La prison de Roumieh est souvent le théâtre de violentes mutineries.
La situation dans la prison est devenue de plus en plus tendue, mais une source interrogée par l'agence al-Markaziya a assuré que « la prison est sous contrôle ». Cette même source a cependant affirmé que les forces de sécurité à l'intérieur de Roumieh ont demandé des renforts, notamment de l'armée qui a assuré la sécurité à l'extérieur de la prison.
Rappelons qu'un prisonnier de Fateh el-Islam, nommé Walid Boustany, de nationalité libanaise, avait réussi mardi à s'échapper de la prison. Les premières informations avaient prévenu qu'il portait des habits militaires. Hier, les recherches se poursuivaient, notamment dans les bois qui entourent la prison, pour le retrouver, mais sans succès. Des chiens policiers appartenant à la police judiciaire ont été impliqués dans cette chasse à l'homme. La photo du fugitif avait été envoyée à toutes les forces de l'ordre. Deux hélicoptères ont sillonné les alentours de la prison et toutes les routes qu'aurait pu emprunter le fugitif.
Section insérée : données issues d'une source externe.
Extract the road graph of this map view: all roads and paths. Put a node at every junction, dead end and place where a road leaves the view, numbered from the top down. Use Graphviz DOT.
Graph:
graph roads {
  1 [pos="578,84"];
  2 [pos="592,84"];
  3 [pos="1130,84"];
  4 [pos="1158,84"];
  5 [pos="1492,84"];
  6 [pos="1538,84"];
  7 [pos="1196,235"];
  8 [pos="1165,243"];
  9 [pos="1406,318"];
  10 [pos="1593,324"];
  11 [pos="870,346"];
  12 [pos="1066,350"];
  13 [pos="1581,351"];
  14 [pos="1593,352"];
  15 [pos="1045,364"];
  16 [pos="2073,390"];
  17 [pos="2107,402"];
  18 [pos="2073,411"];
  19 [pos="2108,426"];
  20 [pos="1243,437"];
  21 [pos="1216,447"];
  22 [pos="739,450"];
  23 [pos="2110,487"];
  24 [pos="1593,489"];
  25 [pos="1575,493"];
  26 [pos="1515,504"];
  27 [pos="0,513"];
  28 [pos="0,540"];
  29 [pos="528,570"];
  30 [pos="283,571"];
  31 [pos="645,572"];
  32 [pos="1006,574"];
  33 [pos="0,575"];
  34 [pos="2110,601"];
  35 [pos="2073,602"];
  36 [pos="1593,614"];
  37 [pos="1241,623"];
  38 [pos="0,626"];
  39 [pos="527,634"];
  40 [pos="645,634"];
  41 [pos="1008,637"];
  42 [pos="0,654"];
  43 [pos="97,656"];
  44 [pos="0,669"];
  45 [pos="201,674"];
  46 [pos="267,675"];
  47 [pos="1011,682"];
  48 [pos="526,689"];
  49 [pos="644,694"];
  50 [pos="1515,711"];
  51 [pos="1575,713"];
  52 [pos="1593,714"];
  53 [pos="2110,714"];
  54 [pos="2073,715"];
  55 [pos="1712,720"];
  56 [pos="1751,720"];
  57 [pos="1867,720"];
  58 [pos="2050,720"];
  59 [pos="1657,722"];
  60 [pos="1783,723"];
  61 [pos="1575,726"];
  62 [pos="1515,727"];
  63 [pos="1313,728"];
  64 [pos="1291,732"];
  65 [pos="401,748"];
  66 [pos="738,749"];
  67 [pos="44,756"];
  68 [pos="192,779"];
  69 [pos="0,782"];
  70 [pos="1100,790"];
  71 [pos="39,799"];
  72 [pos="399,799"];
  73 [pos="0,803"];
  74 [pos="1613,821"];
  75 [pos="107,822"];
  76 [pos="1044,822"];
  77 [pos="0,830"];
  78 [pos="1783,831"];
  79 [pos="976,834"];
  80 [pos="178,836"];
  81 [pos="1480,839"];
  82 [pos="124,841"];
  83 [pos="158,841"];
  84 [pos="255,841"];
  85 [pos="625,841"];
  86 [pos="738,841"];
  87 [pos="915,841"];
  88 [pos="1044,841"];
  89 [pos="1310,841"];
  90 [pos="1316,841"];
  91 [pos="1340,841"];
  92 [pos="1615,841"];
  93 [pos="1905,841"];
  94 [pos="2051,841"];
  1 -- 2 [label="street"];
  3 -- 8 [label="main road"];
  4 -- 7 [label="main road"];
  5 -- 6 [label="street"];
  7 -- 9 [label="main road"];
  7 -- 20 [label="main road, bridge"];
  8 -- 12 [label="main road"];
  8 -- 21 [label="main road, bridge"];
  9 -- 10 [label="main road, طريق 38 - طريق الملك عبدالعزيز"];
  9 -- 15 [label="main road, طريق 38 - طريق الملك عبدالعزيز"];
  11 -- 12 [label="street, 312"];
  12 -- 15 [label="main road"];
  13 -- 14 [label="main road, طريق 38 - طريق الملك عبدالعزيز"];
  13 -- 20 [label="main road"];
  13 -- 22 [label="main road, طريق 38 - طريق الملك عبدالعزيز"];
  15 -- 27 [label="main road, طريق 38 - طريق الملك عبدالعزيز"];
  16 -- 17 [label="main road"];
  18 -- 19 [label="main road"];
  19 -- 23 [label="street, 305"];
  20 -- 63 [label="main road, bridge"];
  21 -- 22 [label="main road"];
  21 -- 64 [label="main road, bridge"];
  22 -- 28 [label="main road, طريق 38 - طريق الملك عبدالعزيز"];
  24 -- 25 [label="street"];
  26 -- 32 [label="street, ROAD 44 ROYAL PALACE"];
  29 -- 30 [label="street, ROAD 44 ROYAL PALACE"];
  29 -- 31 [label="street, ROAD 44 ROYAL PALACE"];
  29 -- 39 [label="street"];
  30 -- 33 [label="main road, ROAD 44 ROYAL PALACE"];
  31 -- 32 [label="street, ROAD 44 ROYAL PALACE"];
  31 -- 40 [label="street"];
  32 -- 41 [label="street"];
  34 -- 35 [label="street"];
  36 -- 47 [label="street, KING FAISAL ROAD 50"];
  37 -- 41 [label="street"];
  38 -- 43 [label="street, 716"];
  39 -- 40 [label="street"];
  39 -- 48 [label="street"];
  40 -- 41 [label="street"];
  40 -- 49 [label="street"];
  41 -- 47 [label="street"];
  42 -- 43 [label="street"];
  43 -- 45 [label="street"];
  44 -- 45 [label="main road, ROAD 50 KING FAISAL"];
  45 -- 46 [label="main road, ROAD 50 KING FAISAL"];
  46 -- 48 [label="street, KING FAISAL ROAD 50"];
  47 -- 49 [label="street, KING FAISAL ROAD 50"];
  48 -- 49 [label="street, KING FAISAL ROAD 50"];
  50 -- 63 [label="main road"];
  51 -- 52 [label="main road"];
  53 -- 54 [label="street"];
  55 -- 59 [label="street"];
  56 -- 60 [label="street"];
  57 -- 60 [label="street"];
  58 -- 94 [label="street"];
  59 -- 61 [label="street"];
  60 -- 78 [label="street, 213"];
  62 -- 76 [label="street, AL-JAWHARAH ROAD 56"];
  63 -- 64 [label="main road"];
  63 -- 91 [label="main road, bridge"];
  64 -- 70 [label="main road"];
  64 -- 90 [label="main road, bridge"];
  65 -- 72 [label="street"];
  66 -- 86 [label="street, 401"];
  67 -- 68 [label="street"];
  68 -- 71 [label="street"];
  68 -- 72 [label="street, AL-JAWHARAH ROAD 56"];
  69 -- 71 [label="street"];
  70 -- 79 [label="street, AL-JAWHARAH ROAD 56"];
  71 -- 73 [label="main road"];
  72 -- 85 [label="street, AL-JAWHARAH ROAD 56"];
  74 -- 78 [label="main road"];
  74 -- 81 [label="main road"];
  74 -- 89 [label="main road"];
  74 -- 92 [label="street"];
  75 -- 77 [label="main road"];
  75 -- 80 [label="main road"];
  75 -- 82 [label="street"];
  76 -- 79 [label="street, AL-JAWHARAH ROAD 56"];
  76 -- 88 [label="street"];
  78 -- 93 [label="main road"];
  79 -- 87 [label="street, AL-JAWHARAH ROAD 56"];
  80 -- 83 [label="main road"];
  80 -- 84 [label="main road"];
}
Un autre prisonnier avait tenté de s'échapper en même temps que lui : il s'agit du Syrien, Mounjid al-Fahham, également membre de Fateh el-Islam. Il a été capturé après s'être blessé à l'issue d'une chute du mur de la prison, quand la corde qu'il employait a rompu. Il a été transporté à l'hôpital sous étroite surveillance, où il devrait être traité pour multiples blessures.
À l'extérieur de la prison, les parents de détenus, qui attendent les mardis pour voir leur proches emprisonnés, ont été empêchés de le faire. Ils ont exprimé leur colère à l'encontre de ces mesures.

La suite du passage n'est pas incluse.